━━━ Entries provided ━━━

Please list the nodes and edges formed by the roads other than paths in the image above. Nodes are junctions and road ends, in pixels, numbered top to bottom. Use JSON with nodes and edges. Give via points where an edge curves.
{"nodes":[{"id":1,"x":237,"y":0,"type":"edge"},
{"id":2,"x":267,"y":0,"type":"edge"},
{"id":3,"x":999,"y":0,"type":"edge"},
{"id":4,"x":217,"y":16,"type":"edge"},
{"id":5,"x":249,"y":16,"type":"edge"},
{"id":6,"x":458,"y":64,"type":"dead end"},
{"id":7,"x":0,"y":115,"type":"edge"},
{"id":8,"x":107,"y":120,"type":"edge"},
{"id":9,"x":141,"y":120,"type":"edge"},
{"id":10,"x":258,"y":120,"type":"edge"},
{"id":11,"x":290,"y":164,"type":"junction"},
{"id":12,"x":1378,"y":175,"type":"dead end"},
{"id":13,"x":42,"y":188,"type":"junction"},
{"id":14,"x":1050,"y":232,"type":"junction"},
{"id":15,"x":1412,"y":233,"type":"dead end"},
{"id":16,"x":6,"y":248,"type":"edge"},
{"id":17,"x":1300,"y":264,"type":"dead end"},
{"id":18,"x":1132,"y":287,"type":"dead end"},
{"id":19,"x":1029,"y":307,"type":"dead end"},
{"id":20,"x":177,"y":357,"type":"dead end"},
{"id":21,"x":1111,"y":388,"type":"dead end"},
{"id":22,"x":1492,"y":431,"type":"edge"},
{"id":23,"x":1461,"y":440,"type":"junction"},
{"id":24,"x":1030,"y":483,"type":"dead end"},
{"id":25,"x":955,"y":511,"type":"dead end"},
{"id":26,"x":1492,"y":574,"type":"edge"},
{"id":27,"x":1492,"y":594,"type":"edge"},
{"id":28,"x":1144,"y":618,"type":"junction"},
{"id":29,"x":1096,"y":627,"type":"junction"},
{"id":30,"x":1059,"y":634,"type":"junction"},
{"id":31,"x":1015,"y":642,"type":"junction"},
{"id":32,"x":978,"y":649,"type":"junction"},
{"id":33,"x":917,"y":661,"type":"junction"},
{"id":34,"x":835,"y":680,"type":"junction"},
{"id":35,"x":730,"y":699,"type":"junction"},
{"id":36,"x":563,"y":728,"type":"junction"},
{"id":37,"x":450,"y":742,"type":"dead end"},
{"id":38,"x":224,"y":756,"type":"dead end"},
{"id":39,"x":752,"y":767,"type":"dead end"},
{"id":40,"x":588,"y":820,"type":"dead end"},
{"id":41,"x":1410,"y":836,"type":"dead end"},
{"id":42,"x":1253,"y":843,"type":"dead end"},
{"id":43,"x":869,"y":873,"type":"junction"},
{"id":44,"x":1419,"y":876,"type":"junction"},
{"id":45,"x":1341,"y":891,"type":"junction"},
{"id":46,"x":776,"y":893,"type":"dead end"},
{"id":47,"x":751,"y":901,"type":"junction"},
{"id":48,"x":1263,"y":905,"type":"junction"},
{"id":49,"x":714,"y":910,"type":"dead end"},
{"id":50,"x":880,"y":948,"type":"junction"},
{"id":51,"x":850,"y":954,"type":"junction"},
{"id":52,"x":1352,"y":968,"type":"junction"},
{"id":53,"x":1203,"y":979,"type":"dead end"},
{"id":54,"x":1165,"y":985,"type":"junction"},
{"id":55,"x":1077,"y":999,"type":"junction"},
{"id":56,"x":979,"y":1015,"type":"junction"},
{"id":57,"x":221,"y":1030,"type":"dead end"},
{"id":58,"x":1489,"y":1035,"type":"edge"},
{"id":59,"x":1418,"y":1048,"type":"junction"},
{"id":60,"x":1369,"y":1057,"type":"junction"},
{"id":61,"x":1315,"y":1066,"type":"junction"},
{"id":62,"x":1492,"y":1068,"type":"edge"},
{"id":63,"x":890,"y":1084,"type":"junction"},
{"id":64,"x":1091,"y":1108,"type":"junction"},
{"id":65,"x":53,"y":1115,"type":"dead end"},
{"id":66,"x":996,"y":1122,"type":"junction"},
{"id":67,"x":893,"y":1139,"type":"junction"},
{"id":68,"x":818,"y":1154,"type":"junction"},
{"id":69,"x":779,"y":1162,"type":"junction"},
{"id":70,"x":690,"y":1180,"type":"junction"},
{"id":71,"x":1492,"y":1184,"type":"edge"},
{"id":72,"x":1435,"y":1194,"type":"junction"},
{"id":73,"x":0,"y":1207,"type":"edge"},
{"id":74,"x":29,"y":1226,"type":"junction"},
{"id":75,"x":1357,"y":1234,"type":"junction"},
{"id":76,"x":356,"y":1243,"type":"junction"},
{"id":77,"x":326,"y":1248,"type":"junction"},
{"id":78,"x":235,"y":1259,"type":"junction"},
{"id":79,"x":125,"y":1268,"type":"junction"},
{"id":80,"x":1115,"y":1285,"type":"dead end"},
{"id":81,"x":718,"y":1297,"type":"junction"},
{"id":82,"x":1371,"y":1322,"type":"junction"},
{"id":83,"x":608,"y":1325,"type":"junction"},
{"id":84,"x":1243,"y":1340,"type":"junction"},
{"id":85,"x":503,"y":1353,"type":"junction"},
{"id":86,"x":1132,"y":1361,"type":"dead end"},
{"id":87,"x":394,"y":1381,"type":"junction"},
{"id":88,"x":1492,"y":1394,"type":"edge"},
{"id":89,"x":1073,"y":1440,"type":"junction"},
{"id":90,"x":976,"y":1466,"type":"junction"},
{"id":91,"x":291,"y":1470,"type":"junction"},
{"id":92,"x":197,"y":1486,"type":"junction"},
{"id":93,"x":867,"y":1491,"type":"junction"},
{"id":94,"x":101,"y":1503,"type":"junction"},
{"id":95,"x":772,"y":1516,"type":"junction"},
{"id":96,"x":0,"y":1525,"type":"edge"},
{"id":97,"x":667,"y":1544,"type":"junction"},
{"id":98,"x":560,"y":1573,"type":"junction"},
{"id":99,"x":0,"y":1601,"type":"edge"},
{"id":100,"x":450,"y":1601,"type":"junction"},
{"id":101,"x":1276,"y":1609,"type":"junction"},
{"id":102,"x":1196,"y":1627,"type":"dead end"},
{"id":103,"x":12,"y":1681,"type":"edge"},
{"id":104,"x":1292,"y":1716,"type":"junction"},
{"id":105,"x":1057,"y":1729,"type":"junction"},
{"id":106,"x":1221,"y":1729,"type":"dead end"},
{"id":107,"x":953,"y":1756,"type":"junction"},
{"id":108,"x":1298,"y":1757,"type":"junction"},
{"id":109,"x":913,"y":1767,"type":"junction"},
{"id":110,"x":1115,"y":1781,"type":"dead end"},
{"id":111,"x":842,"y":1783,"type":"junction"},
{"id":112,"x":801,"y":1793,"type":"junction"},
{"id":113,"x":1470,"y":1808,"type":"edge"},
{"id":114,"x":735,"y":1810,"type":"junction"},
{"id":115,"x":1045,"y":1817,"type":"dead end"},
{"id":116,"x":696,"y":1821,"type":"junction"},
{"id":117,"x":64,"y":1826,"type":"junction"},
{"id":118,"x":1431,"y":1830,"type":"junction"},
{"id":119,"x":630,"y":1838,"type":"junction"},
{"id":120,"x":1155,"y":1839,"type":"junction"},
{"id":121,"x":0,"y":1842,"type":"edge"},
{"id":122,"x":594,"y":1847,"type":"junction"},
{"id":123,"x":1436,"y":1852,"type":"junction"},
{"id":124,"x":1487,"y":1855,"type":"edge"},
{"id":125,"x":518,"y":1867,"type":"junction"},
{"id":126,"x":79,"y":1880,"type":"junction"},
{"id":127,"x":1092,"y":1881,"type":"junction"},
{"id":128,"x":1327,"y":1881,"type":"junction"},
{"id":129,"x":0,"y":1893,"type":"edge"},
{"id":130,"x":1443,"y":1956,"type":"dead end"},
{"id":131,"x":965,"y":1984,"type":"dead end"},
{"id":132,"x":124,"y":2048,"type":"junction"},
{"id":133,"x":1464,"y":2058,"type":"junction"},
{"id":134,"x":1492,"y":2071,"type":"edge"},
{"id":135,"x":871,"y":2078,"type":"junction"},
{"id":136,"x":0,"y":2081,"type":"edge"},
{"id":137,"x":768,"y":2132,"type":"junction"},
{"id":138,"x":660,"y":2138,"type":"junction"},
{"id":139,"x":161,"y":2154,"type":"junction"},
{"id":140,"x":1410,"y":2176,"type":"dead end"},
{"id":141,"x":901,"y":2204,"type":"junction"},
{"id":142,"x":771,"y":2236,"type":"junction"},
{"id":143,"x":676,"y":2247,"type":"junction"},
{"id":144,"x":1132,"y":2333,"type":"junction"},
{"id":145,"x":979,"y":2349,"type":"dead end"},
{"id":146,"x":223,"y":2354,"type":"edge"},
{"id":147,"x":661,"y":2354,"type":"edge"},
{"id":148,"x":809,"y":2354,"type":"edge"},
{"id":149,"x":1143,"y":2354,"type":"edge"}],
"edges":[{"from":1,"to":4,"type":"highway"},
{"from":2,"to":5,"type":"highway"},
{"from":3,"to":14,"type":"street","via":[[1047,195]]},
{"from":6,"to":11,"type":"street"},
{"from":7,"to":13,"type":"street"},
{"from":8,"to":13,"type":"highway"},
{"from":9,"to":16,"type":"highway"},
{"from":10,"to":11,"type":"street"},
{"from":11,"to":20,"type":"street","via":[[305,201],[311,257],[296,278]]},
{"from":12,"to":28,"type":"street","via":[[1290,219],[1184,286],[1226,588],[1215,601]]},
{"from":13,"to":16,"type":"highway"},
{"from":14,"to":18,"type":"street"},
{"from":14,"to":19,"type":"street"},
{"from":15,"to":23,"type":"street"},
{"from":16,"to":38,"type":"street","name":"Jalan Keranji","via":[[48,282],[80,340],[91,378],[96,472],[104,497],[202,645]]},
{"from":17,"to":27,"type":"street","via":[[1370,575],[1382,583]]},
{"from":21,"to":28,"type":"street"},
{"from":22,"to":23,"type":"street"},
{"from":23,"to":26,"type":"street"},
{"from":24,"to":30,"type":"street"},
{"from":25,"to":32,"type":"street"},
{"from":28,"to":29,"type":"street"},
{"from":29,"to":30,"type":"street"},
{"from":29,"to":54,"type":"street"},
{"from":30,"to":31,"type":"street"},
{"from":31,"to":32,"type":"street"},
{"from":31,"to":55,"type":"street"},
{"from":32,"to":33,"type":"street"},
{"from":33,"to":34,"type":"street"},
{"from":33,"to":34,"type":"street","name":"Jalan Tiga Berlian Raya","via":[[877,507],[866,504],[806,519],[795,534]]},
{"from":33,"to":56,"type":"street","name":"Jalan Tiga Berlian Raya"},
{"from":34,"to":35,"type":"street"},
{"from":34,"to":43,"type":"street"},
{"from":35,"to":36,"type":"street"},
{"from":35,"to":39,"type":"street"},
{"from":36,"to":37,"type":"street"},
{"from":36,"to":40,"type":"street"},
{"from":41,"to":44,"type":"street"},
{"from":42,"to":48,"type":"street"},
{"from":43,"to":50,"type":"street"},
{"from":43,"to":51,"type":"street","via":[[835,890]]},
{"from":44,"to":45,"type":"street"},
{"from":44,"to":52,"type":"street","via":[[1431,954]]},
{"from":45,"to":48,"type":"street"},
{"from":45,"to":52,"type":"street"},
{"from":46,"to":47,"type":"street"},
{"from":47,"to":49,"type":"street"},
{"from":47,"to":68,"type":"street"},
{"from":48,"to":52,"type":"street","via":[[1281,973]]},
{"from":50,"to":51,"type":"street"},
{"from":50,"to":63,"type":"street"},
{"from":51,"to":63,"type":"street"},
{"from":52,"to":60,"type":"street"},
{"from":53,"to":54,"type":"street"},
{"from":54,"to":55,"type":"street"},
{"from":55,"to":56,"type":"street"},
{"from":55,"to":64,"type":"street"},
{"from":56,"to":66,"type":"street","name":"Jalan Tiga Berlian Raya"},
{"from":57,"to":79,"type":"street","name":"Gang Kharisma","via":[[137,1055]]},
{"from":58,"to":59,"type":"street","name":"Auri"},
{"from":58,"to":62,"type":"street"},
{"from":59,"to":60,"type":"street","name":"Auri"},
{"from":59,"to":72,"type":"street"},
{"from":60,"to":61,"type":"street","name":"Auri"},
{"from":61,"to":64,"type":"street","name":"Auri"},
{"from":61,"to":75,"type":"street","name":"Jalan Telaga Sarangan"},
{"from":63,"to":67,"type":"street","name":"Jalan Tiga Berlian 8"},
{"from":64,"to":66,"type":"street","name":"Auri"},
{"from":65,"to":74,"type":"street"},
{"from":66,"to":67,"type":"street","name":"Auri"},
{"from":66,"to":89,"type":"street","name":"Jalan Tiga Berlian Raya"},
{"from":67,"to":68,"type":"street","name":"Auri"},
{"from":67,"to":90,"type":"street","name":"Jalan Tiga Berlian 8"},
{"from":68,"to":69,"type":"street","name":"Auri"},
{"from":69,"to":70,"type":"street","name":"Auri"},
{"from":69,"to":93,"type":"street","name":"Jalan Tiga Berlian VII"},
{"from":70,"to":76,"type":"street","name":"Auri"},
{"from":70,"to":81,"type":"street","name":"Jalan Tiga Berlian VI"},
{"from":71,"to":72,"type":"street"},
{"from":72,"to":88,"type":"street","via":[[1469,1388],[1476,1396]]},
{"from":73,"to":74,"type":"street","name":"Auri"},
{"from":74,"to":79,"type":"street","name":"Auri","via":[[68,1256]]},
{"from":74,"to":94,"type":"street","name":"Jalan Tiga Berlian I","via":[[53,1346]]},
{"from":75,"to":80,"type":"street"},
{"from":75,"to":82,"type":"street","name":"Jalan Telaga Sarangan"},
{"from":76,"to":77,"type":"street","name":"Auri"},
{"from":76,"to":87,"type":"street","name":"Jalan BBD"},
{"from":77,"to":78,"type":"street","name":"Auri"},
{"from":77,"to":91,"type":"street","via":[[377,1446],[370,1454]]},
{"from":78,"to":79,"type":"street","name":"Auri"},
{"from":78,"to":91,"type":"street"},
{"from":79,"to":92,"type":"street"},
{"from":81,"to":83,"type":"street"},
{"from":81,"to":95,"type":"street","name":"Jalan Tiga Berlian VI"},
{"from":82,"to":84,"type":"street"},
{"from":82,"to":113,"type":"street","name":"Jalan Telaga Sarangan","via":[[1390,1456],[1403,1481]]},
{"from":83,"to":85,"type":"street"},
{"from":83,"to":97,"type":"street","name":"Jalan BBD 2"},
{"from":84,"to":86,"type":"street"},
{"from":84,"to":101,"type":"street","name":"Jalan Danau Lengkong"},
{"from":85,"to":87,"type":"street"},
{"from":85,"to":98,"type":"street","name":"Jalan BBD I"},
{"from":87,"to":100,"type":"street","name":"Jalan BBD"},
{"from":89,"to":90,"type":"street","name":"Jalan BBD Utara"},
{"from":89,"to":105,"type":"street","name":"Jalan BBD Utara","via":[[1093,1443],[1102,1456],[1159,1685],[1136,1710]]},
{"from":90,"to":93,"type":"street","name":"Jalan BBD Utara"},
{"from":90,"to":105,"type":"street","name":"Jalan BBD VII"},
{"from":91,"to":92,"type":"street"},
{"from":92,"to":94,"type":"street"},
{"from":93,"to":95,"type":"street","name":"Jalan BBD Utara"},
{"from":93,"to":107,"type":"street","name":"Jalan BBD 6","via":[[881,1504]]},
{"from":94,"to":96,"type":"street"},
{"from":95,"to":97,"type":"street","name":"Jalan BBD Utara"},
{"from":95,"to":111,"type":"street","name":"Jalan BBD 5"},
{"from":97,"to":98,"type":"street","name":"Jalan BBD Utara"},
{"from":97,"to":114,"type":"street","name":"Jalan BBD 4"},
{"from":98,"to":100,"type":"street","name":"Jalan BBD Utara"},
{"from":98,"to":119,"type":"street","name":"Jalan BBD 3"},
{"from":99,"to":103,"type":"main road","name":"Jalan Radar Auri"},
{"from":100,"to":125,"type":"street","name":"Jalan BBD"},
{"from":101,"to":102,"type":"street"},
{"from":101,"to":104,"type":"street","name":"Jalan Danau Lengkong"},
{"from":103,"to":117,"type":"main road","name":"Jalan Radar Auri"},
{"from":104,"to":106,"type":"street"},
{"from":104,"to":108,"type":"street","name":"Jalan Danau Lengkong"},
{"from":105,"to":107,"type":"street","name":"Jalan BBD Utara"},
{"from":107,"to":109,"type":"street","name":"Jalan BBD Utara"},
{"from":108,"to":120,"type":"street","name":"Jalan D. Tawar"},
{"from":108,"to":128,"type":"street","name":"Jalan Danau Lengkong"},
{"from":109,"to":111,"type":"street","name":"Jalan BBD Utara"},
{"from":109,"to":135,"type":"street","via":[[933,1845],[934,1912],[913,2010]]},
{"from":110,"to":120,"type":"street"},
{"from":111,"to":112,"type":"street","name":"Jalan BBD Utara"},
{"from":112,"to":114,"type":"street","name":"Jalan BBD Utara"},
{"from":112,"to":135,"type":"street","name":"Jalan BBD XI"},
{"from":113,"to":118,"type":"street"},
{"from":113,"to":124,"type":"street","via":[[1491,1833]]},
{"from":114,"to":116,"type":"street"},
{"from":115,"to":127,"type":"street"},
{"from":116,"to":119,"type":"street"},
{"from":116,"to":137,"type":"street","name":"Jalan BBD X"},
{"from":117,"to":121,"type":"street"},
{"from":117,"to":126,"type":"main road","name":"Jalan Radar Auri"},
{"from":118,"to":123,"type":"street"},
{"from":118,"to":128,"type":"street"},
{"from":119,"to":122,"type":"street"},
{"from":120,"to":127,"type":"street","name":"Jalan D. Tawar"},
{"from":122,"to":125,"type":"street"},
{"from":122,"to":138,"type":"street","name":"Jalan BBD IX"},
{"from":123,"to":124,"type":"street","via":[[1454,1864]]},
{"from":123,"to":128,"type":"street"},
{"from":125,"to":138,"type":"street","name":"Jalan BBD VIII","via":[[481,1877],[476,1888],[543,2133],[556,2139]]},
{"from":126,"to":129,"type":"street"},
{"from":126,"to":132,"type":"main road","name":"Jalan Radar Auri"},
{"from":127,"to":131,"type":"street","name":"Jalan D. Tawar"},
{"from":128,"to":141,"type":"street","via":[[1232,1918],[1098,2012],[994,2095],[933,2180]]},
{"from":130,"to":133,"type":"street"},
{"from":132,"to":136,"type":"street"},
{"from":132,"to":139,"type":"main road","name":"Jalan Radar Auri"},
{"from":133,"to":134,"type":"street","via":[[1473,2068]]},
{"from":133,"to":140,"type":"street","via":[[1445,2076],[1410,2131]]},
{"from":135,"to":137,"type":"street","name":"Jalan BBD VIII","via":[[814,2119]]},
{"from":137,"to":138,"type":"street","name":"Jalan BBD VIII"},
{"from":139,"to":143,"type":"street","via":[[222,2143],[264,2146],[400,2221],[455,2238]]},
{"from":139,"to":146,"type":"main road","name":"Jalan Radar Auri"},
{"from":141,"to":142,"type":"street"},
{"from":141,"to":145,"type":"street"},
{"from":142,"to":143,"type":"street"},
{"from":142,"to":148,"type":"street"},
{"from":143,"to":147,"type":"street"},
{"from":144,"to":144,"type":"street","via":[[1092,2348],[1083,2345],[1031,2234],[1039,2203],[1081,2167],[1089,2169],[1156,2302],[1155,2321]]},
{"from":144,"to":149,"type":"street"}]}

━━━

[Assignment] Lines holding the string "VIII" must be copied out of the entries above.

[Finished exercise]
{"from":125,"to":138,"type":"street","name":"Jalan BBD VIII","via":[[481,1877],[476,1888],[543,2133],[556,2139]]},
{"from":135,"to":137,"type":"street","name":"Jalan BBD VIII","via":[[814,2119]]},
{"from":137,"to":138,"type":"street","name":"Jalan BBD VIII"},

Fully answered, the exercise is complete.